Ukraine last week secured approval from Constantinople to establish an independent church in what Kiev said was a vital step against Russian meddling in its affairs, but that the Russian Orthodox Church lamented as the biggest split in Christianity for a thousand years.
“A decision was taken to completely sever ties,” Metropolitan Ilarion told reporters in Minsk, the capital of Belarus, announcing Russian retaliation against Constantinople.
“No other decision could have been taken by our Holy Synod because the logic of all the actions taken recently by the Constantinople Patriarchate led to this.”
The Russian Orthodox Church has compared Ukraine’s moves for independence to the Great Schism of 1054 that split western and eastern Christianity, and warned they could lead to an irreversible rupture in the global Orthodox community.
Ilarion said Constantinople’s decision to back the Ukrainian Orthodox Church’s independence drive was illegal and that the Russian Orthodox Church would disregard it.
“We are hoping common sense will prevail and that the Constantinople Patriarchate will change its relations to existing church reality,” he said.
The tussle over Ukraine’s spiritual future flows from the poisoning of relations between Kiev and Moscow after Russia’s annexation of Crimea in 2014 and the outbreak of separatist fighting in Ukraine’s east that has killed over 10,000 people.

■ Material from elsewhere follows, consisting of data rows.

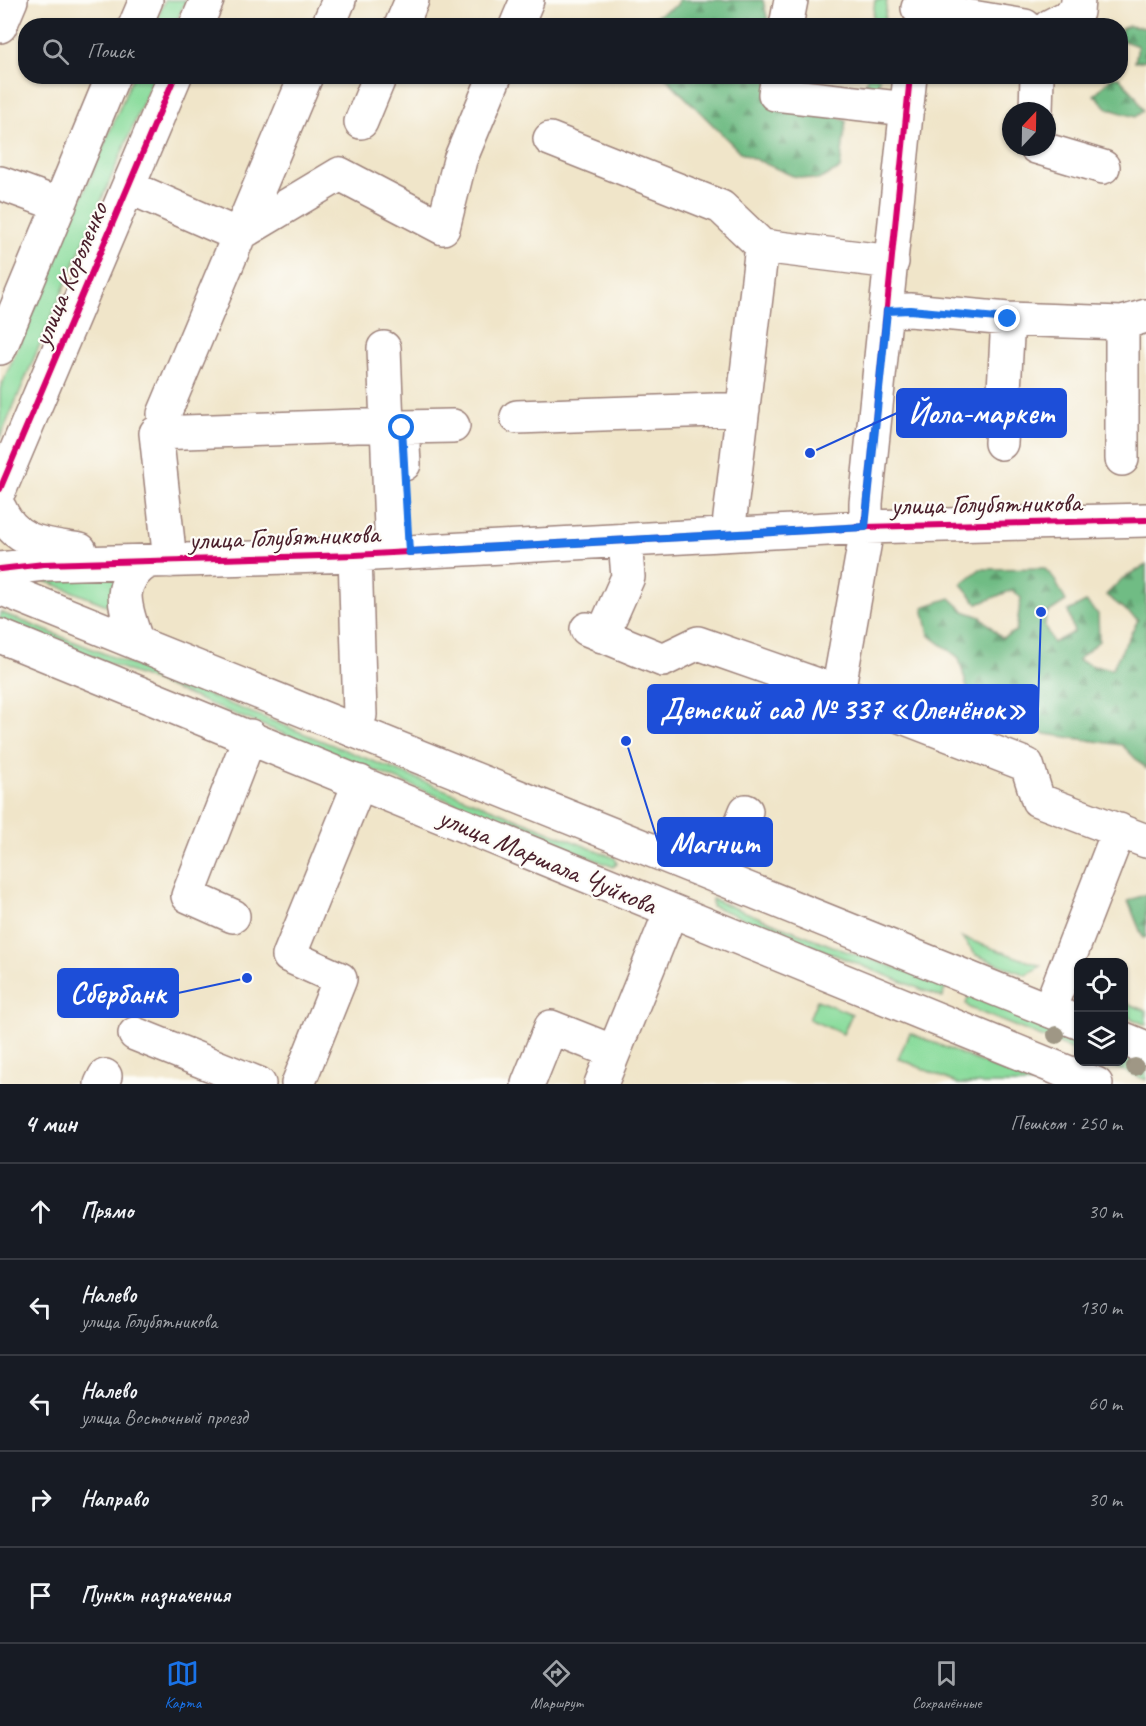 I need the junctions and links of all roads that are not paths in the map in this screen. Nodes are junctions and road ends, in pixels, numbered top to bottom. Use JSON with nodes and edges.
{"nodes":[{"id":1,"x":11,"y":0,"type":"edge"},
{"id":2,"x":146,"y":0,"type":"edge"},
{"id":3,"x":207,"y":0,"type":"edge"},
{"id":4,"x":339,"y":0,"type":"edge"},
{"id":5,"x":527,"y":0,"type":"edge"},
{"id":6,"x":790,"y":0,"type":"edge"},
{"id":7,"x":1078,"y":0,"type":"edge"},
{"id":8,"x":917,"y":11,"type":"edge"},
{"id":9,"x":138,"y":18,"type":"edge"},
{"id":10,"x":199,"y":18,"type":"edge"},
{"id":11,"x":331,"y":18,"type":"edge"},
{"id":12,"x":519,"y":18,"type":"edge"},
{"id":13,"x":787,"y":18,"type":"edge"},
{"id":14,"x":967,"y":18,"type":"edge"},
{"id":15,"x":1065,"y":18,"type":"edge"},
{"id":16,"x":0,"y":27,"type":"edge"},
{"id":17,"x":110,"y":84,"type":"edge"},
{"id":18,"x":172,"y":84,"type":"edge"},
{"id":19,"x":303,"y":84,"type":"edge"},
{"id":20,"x":377,"y":84,"type":"edge"},
{"id":21,"x":492,"y":84,"type":"edge"},
{"id":22,"x":777,"y":84,"type":"edge"},
{"id":23,"x":909,"y":84,"type":"edge"},
{"id":24,"x":1037,"y":84,"type":"edge"},
{"id":25,"x":1036,"y":102,"type":"edge"},
{"id":26,"x":907,"y":109,"type":"junction"},
{"id":27,"x":361,"y":122,"type":"dead end"},
{"id":28,"x":550,"y":139,"type":"dead end"},
{"id":29,"x":1056,"y":153,"type":"edge"},
{"id":30,"x":1102,"y":167,"type":"dead end"},
{"id":31,"x":0,"y":183,"type":"edge"},
{"id":32,"x":129,"y":187,"type":"junction"},
{"id":33,"x":60,"y":205,"type":"junction"},
{"id":34,"x":238,"y":235,"type":"junction"},
{"id":35,"x":762,"y":246,"type":"junction"},
{"id":36,"x":892,"y":262,"type":"junction"},
{"id":37,"x":887,"y":311,"type":"junction"},
{"id":38,"x":1008,"y":319,"type":"junction"},
{"id":39,"x":1134,"y":319,"type":"edge"},
{"id":40,"x":0,"y":348,"type":"edge"},
{"id":41,"x":384,"y":348,"type":"dead end"},
{"id":42,"x":743,"y":409,"type":"junction"},
{"id":43,"x":164,"y":414,"type":"dead end"},
{"id":44,"x":517,"y":417,"type":"dead end"},
{"id":45,"x":387,"y":425,"type":"junction"},
{"id":46,"x":453,"y":426,"type":"dead end"},
{"id":47,"x":1000,"y":443,"type":"dead end"},
{"id":48,"x":1122,"y":459,"type":"dead end"},
{"id":49,"x":0,"y":489,"type":"edge"},
{"id":50,"x":0,"y":509,"type":"edge"},
{"id":51,"x":1146,"y":520,"type":"edge"},
{"id":52,"x":865,"y":527,"type":"junction"},
{"id":53,"x":728,"y":534,"type":"junction"},
{"id":54,"x":625,"y":540,"type":"junction"},
{"id":55,"x":400,"y":552,"type":"junction"},
{"id":56,"x":355,"y":555,"type":"junction"},
{"id":57,"x":158,"y":561,"type":"junction"},
{"id":58,"x":0,"y":569,"type":"edge"},
{"id":59,"x":0,"y":588,"type":"edge"},
{"id":60,"x":0,"y":636,"type":"edge"},
{"id":61,"x":138,"y":643,"type":"junction"},
{"id":62,"x":838,"y":692,"type":"junction"},
{"id":63,"x":353,"y":730,"type":"junction"},
{"id":64,"x":250,"y":736,"type":"junction"},
{"id":65,"x":360,"y":782,"type":"junction"},
{"id":66,"x":746,"y":811,"type":"dead end"},
{"id":67,"x":1132,"y":835,"type":"edge"},
{"id":68,"x":690,"y":865,"type":"junction"},
{"id":69,"x":720,"y":877,"type":"junction"},
{"id":70,"x":670,"y":911,"type":"junction"},
{"id":71,"x":233,"y":916,"type":"dead end"},
{"id":72,"x":976,"y":981,"type":"junction"},
{"id":73,"x":1064,"y":1016,"type":"edge"},
{"id":74,"x":959,"y":1028,"type":"junction"},
{"id":75,"x":135,"y":1035,"type":"dead end"},
{"id":76,"x":1128,"y":1041,"type":"edge"},
{"id":77,"x":1146,"y":1048,"type":"edge"},
{"id":78,"x":614,"y":1052,"type":"junction"},
{"id":79,"x":259,"y":1084,"type":"edge"},
{"id":80,"x":298,"y":1084,"type":"edge"},
{"id":81,"x":528,"y":1084,"type":"edge"},
{"id":82,"x":602,"y":1084,"type":"edge"},
{"id":83,"x":1096,"y":1084,"type":"edge"}],
"edges":[{"from":1,"to":16,"type":"street"},
{"from":2,"to":9,"type":"street"},
{"from":3,"to":10,"type":"street"},
{"from":4,"to":11,"type":"street"},
{"from":5,"to":12,"type":"street"},
{"from":6,"to":13,"type":"street"},
{"from":7,"to":15,"type":"street"},
{"from":8,"to":14,"type":"street"},
{"from":17,"to":33,"type":"street","name":"улица Короленко"},
{"from":18,"to":32,"type":"street","name":"улица Короленко"},
{"from":19,"to":34,"type":"street"},
{"from":20,"to":27,"type":"street"},
{"from":21,"to":34,"type":"street"},
{"from":22,"to":26,"type":"street"},
{"from":23,"to":26,"type":"street"},
{"from":24,"to":25,"type":"street"},
{"from":26,"to":36,"type":"street"},
{"from":28,"to":35,"type":"street"},
{"from":29,"to":30,"type":"street"},
{"from":31,"to":33,"type":"street"},
{"from":32,"to":34,"type":"street"},
{"from":32,"to":49,"type":"street","name":"улица Короленко"},
{"from":33,"to":40,"type":"street","name":"улица Короленко"},
{"from":34,"to":43,"type":"street"},
{"from":35,"to":36,"type":"street"},
{"from":35,"to":42,"type":"street"},
{"from":36,"to":37,"type":"street"},
{"from":37,"to":38,"type":"street"},
{"from":37,"to":52,"type":"street"},
{"from":38,"to":39,"type":"street"},
{"from":38,"to":47,"type":"street"},
{"from":39,"to":48,"type":"street"},
{"from":41,"to":45,"type":"street"},
{"from":42,"to":44,"type":"street"},
{"from":42,"to":53,"type":"street"},
{"from":45,"to":55,"type":"street"},
{"from":45,"to":57,"type":"street"},
{"from":46,"to":55,"type":"street"},
{"from":50,"to":57,"type":"street","name":"улица Голубятникова"},
{"from":51,"to":52,"type":"street","name":"улица Голубятникова"},
{"from":52,"to":53,"type":"street","name":"улица Голубятникова"},
{"from":52,"to":62,"type":"street"},
{"from":53,"to":54,"type":"street","name":"улица Голубятникова"},
{"from":54,"to":55,"type":"street","name":"улица Голубятникова"},
{"from":54,"to":62,"type":"street"},
{"from":55,"to":56,"type":"street","name":"улица Голубятникова"},
{"from":56,"to":57,"type":"street","name":"улица Голубятникова"},
{"from":56,"to":63,"type":"street"},
{"from":57,"to":58,"type":"street","name":"улица Голубятникова"},
{"from":57,"to":61,"type":"street"},
{"from":59,"to":61,"type":"street","name":"улица Маршала Чуйкова"},
{"from":60,"to":64,"type":"street","name":"улица Маршала Чуйкова"},
{"from":61,"to":63,"type":"street","name":"улица Маршала Чуйкова"},
{"from":62,"to":67,"type":"street"},
{"from":63,"to":68,"type":"street","name":"улица Маршала Чуйкова"},
{"from":64,"to":65,"type":"street","name":"улица Маршала Чуйкова"},
{"from":64,"to":71,"type":"street"},
{"from":65,"to":70,"type":"street","name":"улица Маршала Чуйкова"},
{"from":65,"to":80,"type":"street"},
{"from":66,"to":69,"type":"street"},
{"from":67,"to":73,"type":"street"},
{"from":68,"to":69,"type":"street","name":"улица Маршала Чуйкова"},
{"from":68,"to":70,"type":"street"},
{"from":69,"to":72,"type":"street","name":"улица Маршала Чуйкова"},
{"from":70,"to":74,"type":"street","name":"улица Маршала Чуйкова"},
{"from":70,"to":78,"type":"street"},
{"from":72,"to":73,"type":"street","name":"улица Маршала Чуйкова"},
{"from":72,"to":74,"type":"street"},
{"from":74,"to":83,"type":"street","name":"улица Маршала Чуйкова"},
{"from":75,"to":79,"type":"street"},
{"from":76,"to":77,"type":"street"},
{"from":78,"to":81,"type":"street"},
{"from":78,"to":82,"type":"street"}]}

The Moscow Patriarchate, which is aligned with the Russian Orthodox Church, long dominated in Ukraine but since the 1991 Soviet break-up has been challenged by a rival known as the Kiev Patriarchate.
Ukraine accuses the Russian Orthodox Church of wielding a pernicious influence on its soil, allowing itself to be used as a tool of the Kremlin to justify Russian expansionism and support of separatist rebels in eastern Ukraine.
The Moscow Patriarchate denies its church is a security threat to Ukraine and, far from being a Kremlin stooge, says it has done much to promote peace in the country’s east.